Egyptian Chronicles: It seems that Sadat predicted what is happening in Syria after all !!!

Saturday, October 10, 2015

It seems that Sadat predicted what is happening in Syria after all !!!

This short clip for Egypt’s President Sadat in 1980 went viral not only in Egypt but also in the Arab world recently.
That clip was taken from a long speech for the late President on 5th October 1980 at the National Democratic Party “NDP” in Cairo.
Those few seconds focused on what was happening in Syria during the clashes between the Muslim Brotherhood and Hafez El-Assad Baath regime in what is known as The siege of Aleppo. Thousands were killed and arrested in that fight. If you think that Syria was enjoying stability and peacefulness in the 20th century then you have to think again about how El-Assad and his son reached to that fake stability based on fear.
Anyhow here is what Sadat said about El-Assad in his speech where he slammed his opponents as usual.
Sadat slams El-Assad and speaks about Soviet Military support .. from more than 30 years
There is civil war in Syria.

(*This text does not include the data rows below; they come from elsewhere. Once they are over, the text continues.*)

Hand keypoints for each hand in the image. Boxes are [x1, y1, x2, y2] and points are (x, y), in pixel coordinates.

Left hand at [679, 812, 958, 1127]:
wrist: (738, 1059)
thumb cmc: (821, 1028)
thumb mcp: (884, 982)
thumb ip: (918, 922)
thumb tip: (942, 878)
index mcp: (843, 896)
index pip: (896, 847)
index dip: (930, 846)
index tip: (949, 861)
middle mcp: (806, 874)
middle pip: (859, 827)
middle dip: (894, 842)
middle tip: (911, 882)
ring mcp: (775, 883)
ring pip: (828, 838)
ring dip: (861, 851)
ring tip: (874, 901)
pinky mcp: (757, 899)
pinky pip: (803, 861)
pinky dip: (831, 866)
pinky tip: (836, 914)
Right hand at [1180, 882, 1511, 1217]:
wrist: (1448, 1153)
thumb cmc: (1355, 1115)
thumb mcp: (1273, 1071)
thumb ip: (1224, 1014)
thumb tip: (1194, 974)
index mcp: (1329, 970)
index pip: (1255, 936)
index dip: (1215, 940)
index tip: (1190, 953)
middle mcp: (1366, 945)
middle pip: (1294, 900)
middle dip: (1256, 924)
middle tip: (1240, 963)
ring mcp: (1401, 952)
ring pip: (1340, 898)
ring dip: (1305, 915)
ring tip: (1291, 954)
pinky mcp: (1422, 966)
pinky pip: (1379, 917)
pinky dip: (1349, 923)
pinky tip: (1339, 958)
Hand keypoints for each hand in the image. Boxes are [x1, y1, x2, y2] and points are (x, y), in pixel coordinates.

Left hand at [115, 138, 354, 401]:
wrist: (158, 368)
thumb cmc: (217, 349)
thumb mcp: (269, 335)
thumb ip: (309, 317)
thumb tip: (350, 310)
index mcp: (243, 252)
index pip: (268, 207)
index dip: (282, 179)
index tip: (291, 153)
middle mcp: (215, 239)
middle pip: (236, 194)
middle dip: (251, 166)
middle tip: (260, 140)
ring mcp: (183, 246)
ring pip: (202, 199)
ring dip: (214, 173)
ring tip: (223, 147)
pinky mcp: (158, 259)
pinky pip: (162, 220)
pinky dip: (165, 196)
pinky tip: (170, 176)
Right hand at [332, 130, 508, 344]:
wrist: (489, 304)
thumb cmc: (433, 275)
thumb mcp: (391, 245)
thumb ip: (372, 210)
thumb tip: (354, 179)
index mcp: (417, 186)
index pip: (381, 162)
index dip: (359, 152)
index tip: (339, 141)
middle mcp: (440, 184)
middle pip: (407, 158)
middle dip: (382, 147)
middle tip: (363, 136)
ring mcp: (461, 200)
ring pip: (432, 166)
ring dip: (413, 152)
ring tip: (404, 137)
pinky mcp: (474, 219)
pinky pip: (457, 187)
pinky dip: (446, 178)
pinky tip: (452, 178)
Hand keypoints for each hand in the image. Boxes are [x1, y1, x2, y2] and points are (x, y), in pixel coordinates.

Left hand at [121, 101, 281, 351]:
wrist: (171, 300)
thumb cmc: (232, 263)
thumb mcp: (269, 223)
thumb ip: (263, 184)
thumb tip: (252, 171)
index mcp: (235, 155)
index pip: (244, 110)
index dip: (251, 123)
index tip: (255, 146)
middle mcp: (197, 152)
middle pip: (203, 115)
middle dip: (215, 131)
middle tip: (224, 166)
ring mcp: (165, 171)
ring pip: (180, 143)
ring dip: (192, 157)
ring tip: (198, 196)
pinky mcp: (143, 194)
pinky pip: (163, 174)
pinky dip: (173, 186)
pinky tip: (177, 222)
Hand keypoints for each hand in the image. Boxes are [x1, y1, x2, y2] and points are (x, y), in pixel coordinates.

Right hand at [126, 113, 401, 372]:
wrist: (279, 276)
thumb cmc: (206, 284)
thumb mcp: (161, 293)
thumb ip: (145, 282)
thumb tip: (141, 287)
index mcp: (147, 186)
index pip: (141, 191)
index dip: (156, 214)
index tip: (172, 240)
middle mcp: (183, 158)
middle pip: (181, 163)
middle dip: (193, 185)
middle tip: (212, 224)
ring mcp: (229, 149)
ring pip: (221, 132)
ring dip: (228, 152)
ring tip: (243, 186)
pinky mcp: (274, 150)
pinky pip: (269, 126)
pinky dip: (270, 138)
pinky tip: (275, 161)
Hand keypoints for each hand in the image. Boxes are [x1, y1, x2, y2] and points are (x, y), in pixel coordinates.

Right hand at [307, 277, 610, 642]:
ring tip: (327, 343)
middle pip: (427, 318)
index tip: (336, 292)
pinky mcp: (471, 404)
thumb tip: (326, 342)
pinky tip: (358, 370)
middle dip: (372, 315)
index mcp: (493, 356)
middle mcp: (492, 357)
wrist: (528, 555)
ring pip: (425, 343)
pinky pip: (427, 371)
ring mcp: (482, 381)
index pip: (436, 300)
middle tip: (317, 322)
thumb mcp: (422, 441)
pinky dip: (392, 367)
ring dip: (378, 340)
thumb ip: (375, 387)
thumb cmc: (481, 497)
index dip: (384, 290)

Hafez El-Assad wants to keep his head along the heads of his brother “Refaat El-Assad” and his Alawite sect and so he asks for the help of the Soviets in Syria and signing a common defense treaty with them against 98% of the Syrians … to protect his head. 
Relations with Syria went from bad to worse after Camp David treaty with Hafiz El-Assad and Saddam Hussein leading the boycott Egypt movement in the Arab world.
It is well known that when Sadat was assassinated, Hafiz El-Assad and his regime celebrated it.
Regardless of what happened in 1980s in Syria, it seems that Anwar Sadat was predicting the future of Syria after three decades amazingly describing what happened and is happening right now in Syria.
Al-Assad and Sadat in early 1970s when they were friends
It is like a deja vu or history repeating but on a bigger scale.
Here is a quick explanation from AJ+ about what is happening in Syria.

What the Heck Is Russia Doing in Syria?
Russia's in Syria? Can someone please explain what's going on? #SOCONFUSED
Posted by AJ+ on Saturday, October 10, 2015
I am afraid with the more public military intervention of Russia and Iran in Syria, the Alawites and Shiites will pay a bigger and hard price.
Yes eventually the remaining factions in the Syrian conflicts will sit on negotiations table but after more blood I am blood. There will be no use for talks as long as Bashar Al-Assad and ISIS exist in Syria. Needless to say, both of them need each other.
Now I found this video while watching comic video mocking El-Sisi’s position from what is happening in Syria in Egyptian popular comedy Facebook page "Asa7be Sarcasm society"  .

في منتصف الجبهة
هزار رؤساءVideo made by Mohamed Khamis
Posted by Asa7be Sarcasm Society on Saturday, October 10, 2015
Officially, El-Sisi's administration supports the Russian strikes in Syria. Needless to say that strange love triangle between El-Assad-Sisi-King Salman of Saudi Arabia , nobody knows how it will end. 


  1. Syria is a land made up of several sects that existed next to each other but never co-existed as countrymen. Of the Syrian population, 74% are Sunnis (including Sufis),13% are Shias, Kurds(including 18.0% Alawites from which about 2% are called Mershdis , 3% Twelvers , or 1% Ismailis , 3% are Druze, while the remaining 10% were Christians. Therefore Syria, just like Lebanon is not a country in the true sense but a creation of French colonialists who put these sects under one region and called them a country! True peace will come if Syria is separated or forms a federation.

  2. I loved President Sadat, and read Mrs Sadat's book she wrote, "A Woman in Egypt", years ago before I visited or rather on the plane going there. A great book about a great man. We once visited just after the 2011 Revolution Alexandria Library and visited a nice museum they had there in the library dedicated to Sadat. It included his Uniform still with the blood stains, his desk, his pipes, etc. Sad but interesting to see if its still there in the Library in the rear rooms or the museum section.

    1. I remember this exhibition :)
      By the way he got a similar exhibition in the Pharaonic village in Giza

  3. I respected President Sadat, more then all the others put together.